J’arrive à 16 heures pour ouvrir les vins que j’avais livrés il y a une semaine, ayant profité de la livraison pour tester les recettes élaborées par le chef. Annabelle a redressé hier soir les bouteilles couchées en caisse. Elle est auprès de moi pour les ouvertures. Les trois premiers vins que j’ouvre en cave ont des bouchons qui tournent dans le goulot extrêmement facilement. Cela est sans doute dû à la forte hygrométrie qui règne en cave faisant suinter de l’eau en certaines zones. Les deux vins blancs de 1962 ont de superbes parfums. Le moment fort de la soirée sera de juxtaposer trois Vosne-Romanée Cros Parantoux de trois vignerons différents, aussi mes soins pour ces vins sont tout particuliers. Le Méo-Camuzet a un parfum racé fort élégant, le Henri Jayer est fermé et ne sent rien et l’Emmanuel Rouget est d’une grande discrétion. Tous les bouchons, même quand ils se déchirent du fait des irrégularités du verre à l’intérieur du goulot, viennent sans réelle difficulté.

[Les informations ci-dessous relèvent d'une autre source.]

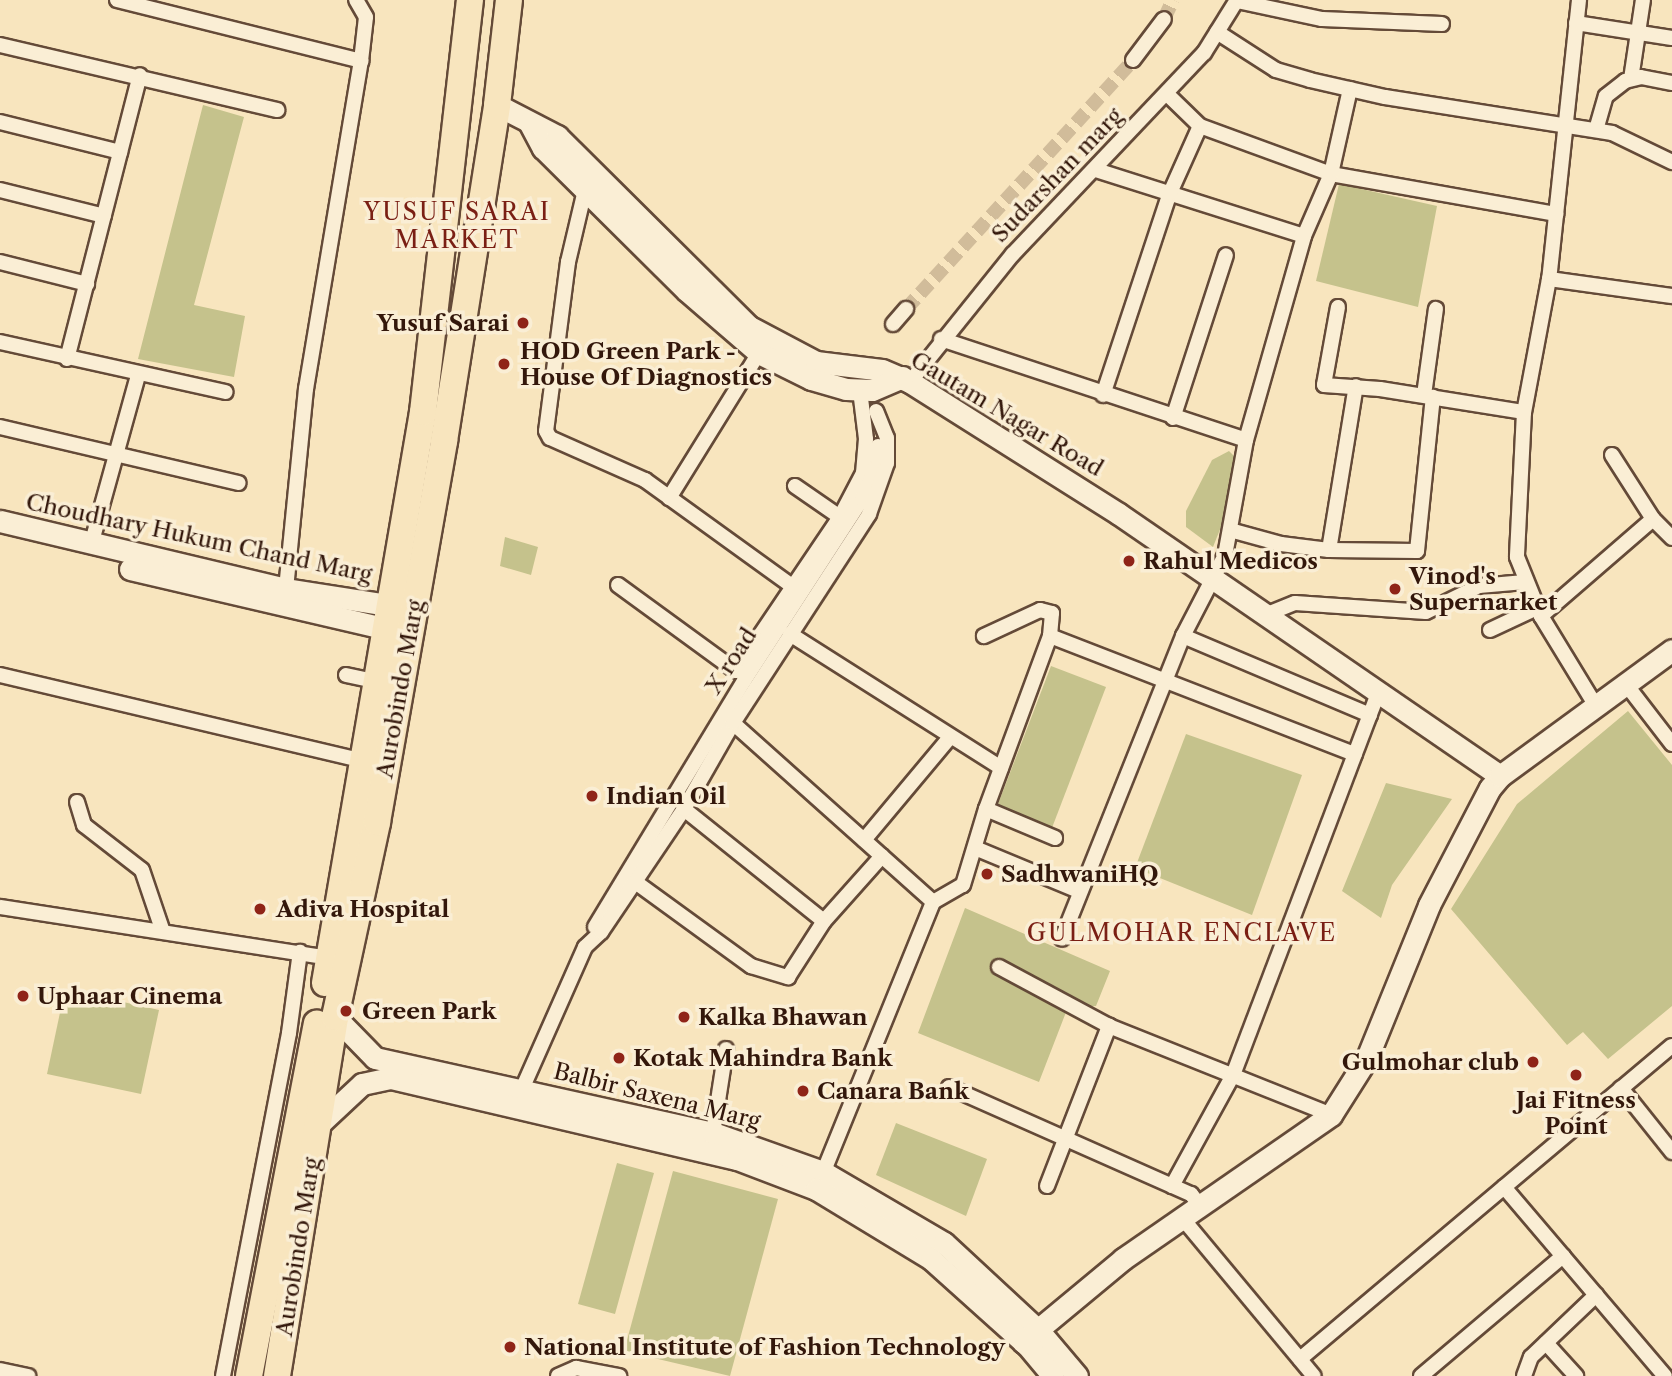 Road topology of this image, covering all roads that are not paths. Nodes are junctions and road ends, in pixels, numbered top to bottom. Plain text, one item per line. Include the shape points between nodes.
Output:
1 (117, 0) edge
2 (356, 0) edge
3 (470, 0) edge
4 (509, 0) edge
5 (524, 0) edge
6 (1237, 0) edge
7 (1579, 0) edge
8 (1643, 0) edge
9 (1164, 19) tunnel mouth
10 (1576, 23) junction
11 (1443, 24) dead end
12 (1217, 32) junction
13 (1638, 33) junction
14 (1672, 38) edge
15 (0, 45) edge
16 (504, 52) junction
17 (1133, 60) tunnel mouth
18 (361, 61) junction
19 (140, 75) junction
20 (1632, 79) junction
21 (1672, 83) edge
22 (1350, 89) junction
23 (1166, 93) junction
24 (497, 105) junction
25 (277, 110) dead end
26 (0, 121) edge
27 (529, 122) junction
28 (1565, 123) junction
29 (1200, 126) junction
30 (1596, 130) junction
31 (120, 152) junction
32 (1672, 162) edge
33 (1096, 170) junction
34 (1331, 174) junction
35 (0, 190) edge
36 (585, 190) junction
37 (1170, 193) junction
38 (1556, 214) junction
39 (104, 216) junction
40 (1304, 236) junction
41 (1226, 255) dead end
42 (0, 262) edge
43 (1549, 279) junction
44 (86, 284) junction
45 (1672, 296) edge
46 (1338, 307) dead end
47 (906, 309) tunnel mouth
48 (1436, 309) dead end
49 (893, 324) dead end
50 (941, 339) junction
51 (0, 342) edge
52 (759, 354) junction
53 (68, 359) junction
54 (138, 375) junction
55 (906, 380) junction
56 (1356, 387) junction
57 (226, 392) dead end
58 (1103, 395) junction
59 (1428, 396) junction
60 (869, 397) junction
61 (1524, 412) junction
62 (1173, 418) junction
63 (0, 427) edge
64 (1246, 440) junction
65 (116, 454) junction
66 (1612, 455) dead end
67 (239, 483) dead end
68 (795, 486) dead end
69 (669, 498) junction
70 (840, 517) junction
71 (1653, 519) junction
72 (0, 521) edge
73 (1230, 530) junction
74 (0, 536) edge
75 (1672, 538) edge
76 (91, 545) junction
77 (1329, 550) junction
78 (1213, 579) junction
79 (1525, 582) junction
80 (618, 585) dead end
81 (792, 586) junction
82 (286, 589) junction
83 (1539, 612) junction
84 (1265, 615) junction
85 (385, 617) junction
86 (1490, 630) dead end
87 (790, 634) junction
88 (984, 636) dead end
89 (1050, 636) junction
90 (1183, 636) junction
91 (1672, 650) edge
92 (0, 675) edge
93 (346, 675) dead end
94 (375, 681) junction
95 (1166, 681) junction
96 (1625, 683) junction
97 (1378, 693) junction
98 (1596, 706) junction
99 (1370, 715) junction
100 (733, 723) junction
101 (950, 737) junction
102 (1672, 744) edge
103 (1355, 754) junction
104 (363, 761) junction
105 (1001, 768) junction
106 (1500, 776) junction
107 (77, 802) dead end
108 (684, 808) junction
109 (986, 809) junction
110 (1055, 838) dead end
111 (864, 840) junction
112 (975, 848) junction
113 (882, 856) junction
114 (634, 881) junction
115 (1079, 891) junction
116 (933, 902) junction
117 (0, 906) edge
118 (824, 921) junction
119 (163, 932) junction
120 (1062, 939) dead end
121 (585, 947) junction
122 (300, 952) junction
123 (330, 958) junction
124 (999, 967) dead end
125 (335, 1017) junction
126 (1109, 1026) junction
127 (1672, 1046) edge
128 (726, 1049) dead end
129 (392, 1071) junction
130 (1233, 1075) junction
131 (949, 1087) dead end
132 (1621, 1088) junction
133 (519, 1097) junction
134 (1331, 1115) junction
135 (318, 1125) junction
136 (713, 1133) junction
137 (1066, 1140) junction
138 (280, 1142) junction
139 (1672, 1152) edge
140 (820, 1181) junction
141 (1047, 1186) dead end
142 (1172, 1186) junction
143 (1504, 1187) junction
144 (1192, 1213) junction
145 (248, 1246) junction
146 (274, 1251) junction
147 (1563, 1256) junction
148 (1596, 1295) junction
149 (1031, 1336) junction
150 (1546, 1343) junction
151 (1300, 1359) junction
152 (223, 1376) edge
153 (249, 1376) edge
154 (277, 1376) edge
155 (558, 1376) edge
156 (619, 1376) edge
157 (1053, 1376) edge
158 (1077, 1376) edge
159 (1314, 1376) edge
160 (1421, 1376) edge
161 (1524, 1376) edge
162 (1576, 1376) edge
163 (1665, 1376) edge

1 - 18 street
2 - 18 street via 366,17
3 - 85 highway, Aurobindo Marg via 423,412
4 - 16 highway, Aurobindo Marg
5 - 16 highway via 523,13
6 - 11 street via 1322,19
6 - 12 street, Sudarshan marg
7 - 10 street
8 - 13 street
9 - 17 street
10 - 13 street
10 - 28 street
12 - 22 street via 1276,70
12 - 23 street, Sudarshan marg
13 - 14 street
13 - 20 street
15 - 19 street
16 - 24 highway, Aurobindo Marg
18 - 82 street via 306,389
19 - 25 street
19 - 31 street
20 - 21 street
20 - 30 street via 1606,96
22 - 28 street
22 - 34 street
23 - 29 street
23 - 33 street, Sudarshan marg
24 - 27 street, Gautam Nagar Road
24 - 125 highway, Aurobindo Marg via 377,822
26 - 31 street
27 - 36 street via 543,148
27 - 55 street, Gautam Nagar Road via 557,136 748,326 816,362 882,370
28 - 30 street
28 - 38 street
29 - 34 street
29 - 37 street
30 - 32 street
31 - 39 street
33 - 37 street
33 - 50 street, Sudarshan marg via 1013,254
34 - 38 street
34 - 40 street
35 - 39 street
36 - 52 street via 685,290
36 - 69 street via 568,262 546,431 550,438 645,480
37 - 40 street
37 - 58 street
38 - 43 street
39 - 44 street
40 - 64 street
41 - 62 street
42 - 44 street
43 - 45 street
43 - 61 street
44 - 53 street
46 - 56 street via 1324,385
47 - 49 street
48 - 59 street
50 - 55 street, Sudarshan marg
50 - 58 street
51 - 53 street
52 - 60 street via 811,379
52 - 69 street
53 - 54 street
54 - 57 street
54 - 65 street
55 - 60 street
55 - 78 street, Gautam Nagar Road
56 - 59 street
56 - 77 street
58 - 62 street
59 - 61 street
59 - 77 street via 1417,551
60 - 70 street via 866,456
60 - 87 street via 887,438 879,495
60 - 121 street, X road via 878,461 862,499 611,896
61 - 79 street via 1517,557
62 - 64 street
63 - 65 street
64 - 73 street
65 - 67 street
65 - 76 street
66 - 71 street
68 - 70 street
69 - 81 street
70 - 81 street
71 - 75 street
71 - 83 street
72 - 76 street, Choudhary Hukum Chand Marg
73 - 77 street via 1281,544
73 - 78 street
74 - 85 street, Choudhary Hukum Chand Marg
76 - 82 street, Choudhary Hukum Chand Marg
78 - 84 street, Gautam Nagar Road
78 - 90 street
79 - 83 street
79 - 84 street via 1479,586 1426,612 1295,603
80 - 81 street via 736,671
82 - 85 street, Choudhary Hukum Chand Marg
83 - 86 street
83 - 98 street
84 - 97 street, Gautam Nagar Road
85 - 94 highway, Aurobindo Marg
87 - 100 street
87 - 101 street
88 - 89 street via 1045,609 1053,617
89 - 95 street
89 - 105 street
90 - 95 street
90 - 99 street
91 - 96 street
92 - 104 street
93 - 94 street
94 - 104 highway, Aurobindo Marg
95 - 103 street
95 - 115 street
96 - 98 street
96 - 102 street
97 - 99 street
97 - 106 street, Gautam Nagar Road
98 - 106 street
99 - 103 street
100 - 108 street
100 - 111 street
101 - 105 street
101 - 111 street
103 - 130 street
104 - 123 highway, Aurobindo Marg
105 - 109 street
106 - 134 street via 1429,905 1367,1058
107 - 119 street via 84,825 142,870
108 - 114 street
108 - 118 street
109 - 110 street
109 - 112 street
111 - 113 street
112 - 115 street
112 - 116 street via 963,885
113 - 116 street
113 - 118 street
114 - 118 street via 751,966 788,977
114 - 121 street via 601,932
115 - 120 street
116 - 140 street
117 - 119 street
119 - 122 street
121 - 133 street
122 - 123 street
122 - 138 street
123 - 138 highway, Aurobindo Marg
124 - 126 street
125 - 129 street, Balbir Saxena Marg via 367,1055
125 - 135 highway, Aurobindo Marg
126 - 130 street
126 - 137 street
127 - 132 street
128 - 136 street
129 - 133 street, Balbir Saxena Marg
129 - 135 street, Balbir Saxena Marg via 362,1084
130 - 134 street
130 - 142 street
131 - 137 street
132 - 139 street
132 - 143 street
133 - 136 street, Balbir Saxena Marg
133 - 140 street, Balbir Saxena Marg
134 - 144 street
135 - 154 highway, Aurobindo Marg
136 - 140 street, Balbir Saxena Marg
137 - 141 street
137 - 142 street
138 - 145 street
138 - 146 highway, Aurobindo Marg
140 - 149 street, Balbir Saxena Marg via 944,1243
142 - 144 street via 1191,1194
143 - 147 street
143 - 151 street
144 - 149 street via 1123,1259
144 - 151 street
145 - 146 street
145 - 152 street
146 - 153 highway, Aurobindo Marg
147 - 148 street
147 - 160 street
148 - 150 street
148 - 163 street
149 - 157 street, Balbir Saxena Marg
149 - 158 street, Balbir Saxena Marg
150 - 161 street via 1531,1357
150 - 162 street
151 - 159 street
155 - 156 street via 576,1368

J’avais un doute sur la couleur de l’Yquem 1939 qui a été rebouché au château en 1989 mais je suis rassuré par son parfum et les fragrances que délivre la Romanée-Conti 1967 m’enthousiasment. C’est un chef-d’œuvre de subtilités.

Je vais saluer le chef Sébastien Morellon en cuisine et je suis heureux de saluer aussi Michel Nave, chef MOF qui est le bras droit de Pierre Gagnaire avec qui nous avions réalisé un dîner sublime dans son restaurant, le 222ème.

Les participants arrivent et se rendent dans leurs chambres puis, quand nous sommes tous prêts, nous avons une forte envie de boire du champagne, ce qui se comprend normalement lorsque l’on est dans une maison de champagne. Mais j’apprends que pour des raisons sanitaires, nous ne boirons pas au bar, distanciation oblige, et l’apéritif se prendra à table.

J’apprends aussi que Séverine préfère dîner dans une pièce voisine, car elle a peur de toute contamination, ce qui se comprend compte-tenu de sa fonction. Un maître de cave sans odorat, c’est impensable. Fort heureusement Séverine viendra nous présenter les champagnes que nous boirons.

Il y aura un seul nouveau à ce dîner, jeune entrepreneur gastronome et amoureux des grands vins.

Le menu mis au point avec le chef Sébastien Morellon et réalisé par lui avec l’aide de Michel Nave, est : sablé parmesan, pomme gaufrette, saumon fumé, gel citron-mélisse / langoustine au court-bouillon, mousseline de persil / sole de petit bateau pochée, farcie d’une duxelles de champignons, fondue de poireau / quasi de veau braisé parfumé de laurier, carottes / filet de bœuf sauce Périgueux, pommes Anna / gratin de macaronis au comté / foie gras poché dans une infusion de légumes / ris de veau croustillant, fondue d’oignons doux / déclinaison de mangue.

Annabelle nous sert le Champagne Perrier Jouët Belle Époque Magnum 1989 lorsque nous sommes assis. Le nez de ce champagne est incroyable tant il est plein, fort, guerrier. C’est un immense champagne de grande largeur. Il combine à la fois l’énergie d’une folle jeunesse avec la sérénité que donne la maturité. Très solaire, c’est un champagne royal. Les petits amuse-bouches le rendent gourmand.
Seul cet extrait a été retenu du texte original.